When authorization is enabled for a fault tolerant configuration, the connection between the EMS servers in the fault tolerant pair is also authenticated. The standby server connects to the active server as a user whose name is its EMS instance name.

Before enabling authorization, you must therefore create a user with the EMS Instance Name and assign it the password configured for the EMS server. This user must be deployed to both servers in the fault tolerant pair. If the standby server does not have this user configured, it cannot connect to or replicate data from the active server.

In Central Administration:

  • In the Users properties page, create a user with the EMS Instance Name.
  • In the Password field on the Server Properties page, make sure that the same password granted to the new user is assigned to server.

Create the user when the appliance is in the active-replicating state, using either Central Administration or the admin tool.
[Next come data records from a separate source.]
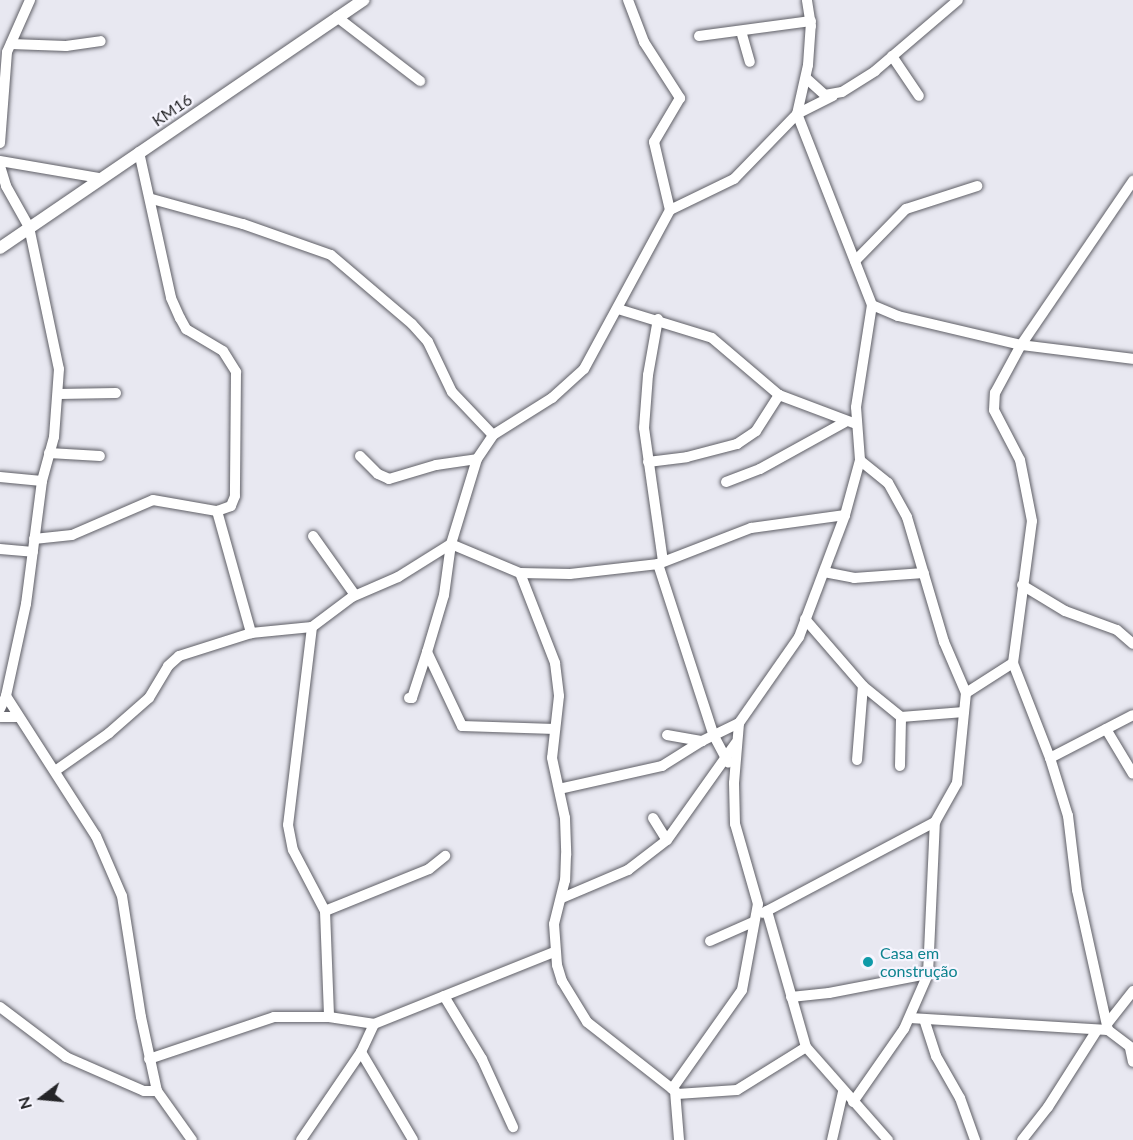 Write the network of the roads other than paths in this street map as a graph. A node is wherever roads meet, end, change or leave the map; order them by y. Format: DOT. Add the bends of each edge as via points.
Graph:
graph roads {
  1 [pos="30,0"];
  2 [pos="364,0"];
  3 [pos="628,0"];
  4 [pos="807,0"];
  5 [pos="958,0"];
  6 [pos="336,17"];
  7 [pos="811,21"];
  8 [pos="741,32"];
  9 [pos="699,36"];
  10 [pos="101,41"];
  11 [pos="11,44"];
  12 [pos="892,56"];
  13 [pos="750,62"];
  14 [pos="806,78"];
  15 [pos="420,81"];
  16 [pos="834,96"];
  17 [pos="919,96"];
  18 [pos="797,114"];
  19 [pos="0,143"];
  20 [pos="139,152"];
  21 [pos="0,161"];
  22 [pos="0,166"];
  23 [pos="99,178"];
  24 [pos="1133,181"];
  25 [pos="977,186"];
  26 [pos="152,199"];
  27 [pos="670,210"];
  28 [pos="29,227"];
  29 [pos="0,248"];
  30 [pos="855,261"];
  31 [pos="872,304"];
  32 [pos="618,309"];
  33 [pos="658,319"];
  34 [pos="1021,345"];
  35 [pos="1133,360"];
  36 [pos="116,393"];
  37 [pos="59,394"];
  38 [pos="779,395"];
  39 [pos="850,423"];
  40 [pos="493,435"];
  41 [pos="49,453"];
  42 [pos="100,456"];
  43 [pos="360,456"];
  44 [pos="477,459"];
  45 [pos="860,460"];
  46 [pos="648,462"];
  47 [pos="0,477"];
  48 [pos="42,481"];
  49 [pos="726,482"];
  50 [pos="217,511"];
  51 [pos="845,515"];
  52 [pos="313,536"];
  53 [pos="34,539"];
  54 [pos="451,544"];
  55 [pos="0,549"];
  56 [pos="33,552"];
  57 [pos="661,562"];
  58 [pos="824,572"];
  59 [pos="520,573"];
  60 [pos="924,573"];
  61 [pos="1022,585"];
  62 [pos="355,595"];
  63 [pos="805,619"];
  64 [pos="312,627"];
  65 [pos="251,633"];
  66 [pos="1132,639"];
  67 [pos="428,652"];
  68 [pos="1013,663"];
  69 [pos="864,686"];
  70 [pos="966,693"];
  71 [pos="6,696"];
  72 [pos="408,698"];
  73 [pos="0,710"];
  74 [pos="964,712"];
  75 [pos="1133,715"];
  76 [pos="0,717"];
  77 [pos="17,717"];
  78 [pos="901,717"];
  79 [pos="739,723"];
  80 [pos="555,729"];
  81 [pos="1106,729"];
  82 [pos="667,735"];
  83 [pos="714,736"];
  84 [pos="702,741"];
  85 [pos="736,742"];
  86 [pos="726,758"];
  87 [pos="1050,758"];
  88 [pos="857,760"];
  89 [pos="900,766"];
  90 [pos="55,771"];
  91 [pos="735,772"];
  92 [pos="1133,774"];
  93 [pos="559,789"];
  94 [pos="653,818"];
  95 [pos="935,822"];
  96 [pos="667,840"];
  97 [pos="445,856"];
  98 [pos="562,898"];
  99 [pos="325,911"];
  100 [pos="767,911"];
  101 [pos="754,919"];
  102 [pos="710,941"];
  103 [pos="555,952"];
  104 [pos="928,974"];
  105 [pos="1133,991"];
  106 [pos="444,996"];
  107 [pos="792,997"];
  108 [pos="0,1008"];
  109 [pos="329,1017"];
  110 [pos="910,1018"];
  111 [pos="924,1019"];
  112 [pos="374,1024"];
  113 [pos="1104,1028"];
  114 [pos="806,1047"];
  115 [pos="1132,1048"];
  116 [pos="361,1052"];
  117 [pos="149,1059"];
  118 [pos="1133,1062"];
  119 [pos="157,1091"];
  120 [pos="674,1091"];
  121 [pos="843,1092"];
  122 [pos="853,1102"];
  123 [pos="513,1127"];
  124 [pos="1023,1138"];
  125 [pos="192,1140"];
  126 [pos="301,1140"];
  127 [pos="413,1140"];
  128 [pos="680,1140"];
  129 [pos="832,1140"];
  130 [pos="888,1140"];
  131 [pos="975,1140"];
  132 [pos="1038,1140"];
  1 -- 11 [label="street"];
  2 -- 6 [label="street, KM16"];
  3 -- 27 [label="street" via="644,42 680,98 654,142"];
  4 -- 7 [label="street"];
  5 -- 12 [label="street"];
  6 -- 15 [label="street"];
  6 -- 20 [label="street, KM16"];
  7 -- 8 [label="street"];
  7 -- 14 [label="street"];
  8 -- 9 [label="street"];
  8 -- 13 [label="street"];
  10 -- 11 [label="street" via="66,46"];
  11 -- 19 [label="street" via="5,65"];
  12 -- 16 [label="street"];
  12 -- 17 [label="street"];
  14 -- 16 [label="street" via="825,95"];
  14 -- 18 [label="street"];
  16 -- 18 [label="street"];
  18 -- 27 [label="street" via="734,179"];
  18 -- 30 [label="street"];
  20 -- 23 [label="street, KM16"];
  20 -- 26 [label="street"];
  21 -- 23 [label="street"];
  22 -- 28 [label="street" via="6,186"];
  23 -- 28 [label="street, KM16"];
  24 -- 34 [label="street"];
  25 -- 30 [label="street" via="906,209"];
  26 -- 40 [label="street" via="243,224 331,255 412,324 428,342 452,392"];
  26 -- 50 [label="street" via="171,298 180,318 186,329 223,351 236,372 235,496 231,506"];
  27 -- 32 [label="street"];
  28 -- 29 [label="street, KM16"];
  28 -- 37 [label="street" via="51,320"];
  30 -- 31 [label="street"];
  31 -- 34 [label="street" via="898,316"];
  31 -- 39 [label="street"];
  32 -- 33 [label="street"];
  32 -- 40 [label="street" via="584,369 552,398"];
  33 -- 38 [label="street" via="712,338"];
  33 -- 46 [label="street" via="644,407"];
  34 -- 35 [label="street"];
  34 -- 61 [label="street" via="995,393 994,410 1020,460 1030,496 1032,521"];
  36 -- 37 [label="street"];
  37 -- 41 [label="street"];
  38 -- 39 [label="street"];
  38 -- 46 [label="street" via="756,431 737,444 687,458"];
  39 -- 45 [label="street"];
  39 -- 49 [label="street"];
  40 -- 44 [label="street"];
  41 -- 42 [label="street"];
  41 -- 48 [label="street"];
  43 -- 44 [label="street" via="389,479 436,465"];
  44 -- 54 [label="street"];
  45 -- 51 [label="street"];
  45 -- 60 [label="street" via="888,483 907,517"];
  46 -- 57 [label="street"];
  47 -- 48 [label="street"];
  48 -- 53 [label="street"];
  50 -- 53 [label="street" via="153,500 72,535"];
  50 -- 65 [label="street"];
  51 -- 57 [label="street" via="768,524"];
  51 -- 58 [label="street"];
  52 -- 62 [label="street"];
  53 -- 56 [label="street"];
  54 -- 59 [label="street"];
  54 -- 62 [label="street" via="398,577"];
  54 -- 67 [label="street" via="444,595"];
  55 -- 56 [label="street"];
  56 -- 71 [label="street"];
  57 -- 59 [label="street" via="570,574"];
  57 -- 83 [label="street"];
  58 -- 60 [label="street" via="854,578"];
  58 -- 63 [label="street"];
  59 -- 80 [label="street" via="555,663 559,696"];
  60 -- 70 [label="street" via="944,642"];
  61 -- 66 [label="street" via="1052,605"];
  61 -- 68 [label="street"];
  62 -- 64 [label="street"];
  63 -- 69 [label="street"];
  63 -- 79 [label="street" via="786,659"];
  64 -- 65 [label="street"];
  64 -- 99 [label="street" via="288,825 293,850"];
  65 -- 90 [label="street" via="172,661 149,698 109,734"];
  67 -- 72 [label="street" via="412,698"];
  67 -- 80 [label="street" via="462,726"];
  68 -- 70 [label="street"];
  68 -- 87 [label="street"];
  69 -- 78 [label="street"];
  69 -- 88 [label="street"];
  70 -- 74 [label="street"];
  71 -- 73 [label="street"];
  71 -- 77 [label="street"];
  74 -- 78 [label="street"];
  74 -- 95 [label="street" via="957,783"];
  75 -- 81 [label="street"];
  76 -- 77 [label="street"];
  77 -- 90 [label="street"];
  78 -- 89 [label="street"];
  79 -- 83 [label="street"];
  79 -- 85 [label="street"];
  80 -- 93 [label="street" via="552,759"];
  81 -- 87 [label="street"];
  81 -- 92 [label="street"];
  82 -- 84 [label="street"];
  83 -- 84 [label="street"];
  83 -- 86 [label="street"];
  84 -- 93 [label="street" via="662,766"];
  85 -- 86 [label="street"];
  85 -- 91 [label="street"];
  86 -- 91 [label="street"];
  86 -- 96 [label="street"];
  87 -- 113 [label="street" via="1068,816 1077,890"];
  90 -- 117 [label="street" via="86,817 122,896"];
  91 -- 101 [label="street" via="735,824 758,904"];
  93 -- 98 [label="street" via="565,818"];
  94 -- 96 [label="street"];
  95 -- 100 [label="street"];
  95 -- 104 [label="street"];
  96 -- 98 [label="street" via="628,870"];
  97 -- 99 [label="street" via="429,870"];
  98 -- 103 [label="street" via="554,924"];
  99 -- 109 [label="street"];
  100 -- 101 [label="street"];
  100 -- 107 [label="street"];
  101 -- 102 [label="street"];
  101 -- 120 [label="street" via="742,990"];
  103 -- 106 [label="street"];
  103 -- 120 [label="street" via="562,981 587,1022"];
  104 -- 107 [label="street"];
  104 -- 110 [label="street"];
  105 -- 113 [label="street"];
  106 -- 112 [label="street"];
  106 -- 123 [label="street" via="482,1059"];
  107 -- 114 [label="street"];
  108 -- 119 [label="street" via="66,1057 144,1091"];
  109 -- 112 [label="street"];
  109 -- 117 [label="street" via="274,1017"];
  110 -- 111 [label="street"];
  110 -- 122 [label="street"];
  111 -- 113 [label="street"];
  111 -- 131 [label="street" via="936,1056 960,1098"];
  112 -- 116 [label="street"];
  113 -- 115 [label="street"];
  113 -- 124 [label="street"];
  114 -- 120 [label="street" via="737,1090"];
  114 -- 121 [label="street"];
  115 -- 118 [label="street"];
  116 -- 126 [label="street"];
  116 -- 127 [label="street"];
  117 -- 119 [label="street"];
  119 -- 125 [label="street"];
  120 -- 128 [label="street"];
  121 -- 122 [label="street"];
  121 -- 129 [label="street"];
  122 -- 130 [label="street"];
  124 -- 132 [label="street"];
}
The username must be the same as the EMS Instance Name.

Tip: The EMS Instance Name is configured during software initialization, and can be viewed using the setup-show command, or changed using the ems-config configuration setup command. Use the info command to view the server state.

After the new user has been deployed to both active and standby servers, you can enable authentication.

Note: If you enabled authorization before creating the EMS Instance Name user, or if the user was not deployed to the standby server when authorization was enabled, then the standby server will not be able to connect to the active server and will not be able to enter the replicating state. Disable authorization, then ensure that the user has been correctly created and replicated to the standby server before reenabling authorization.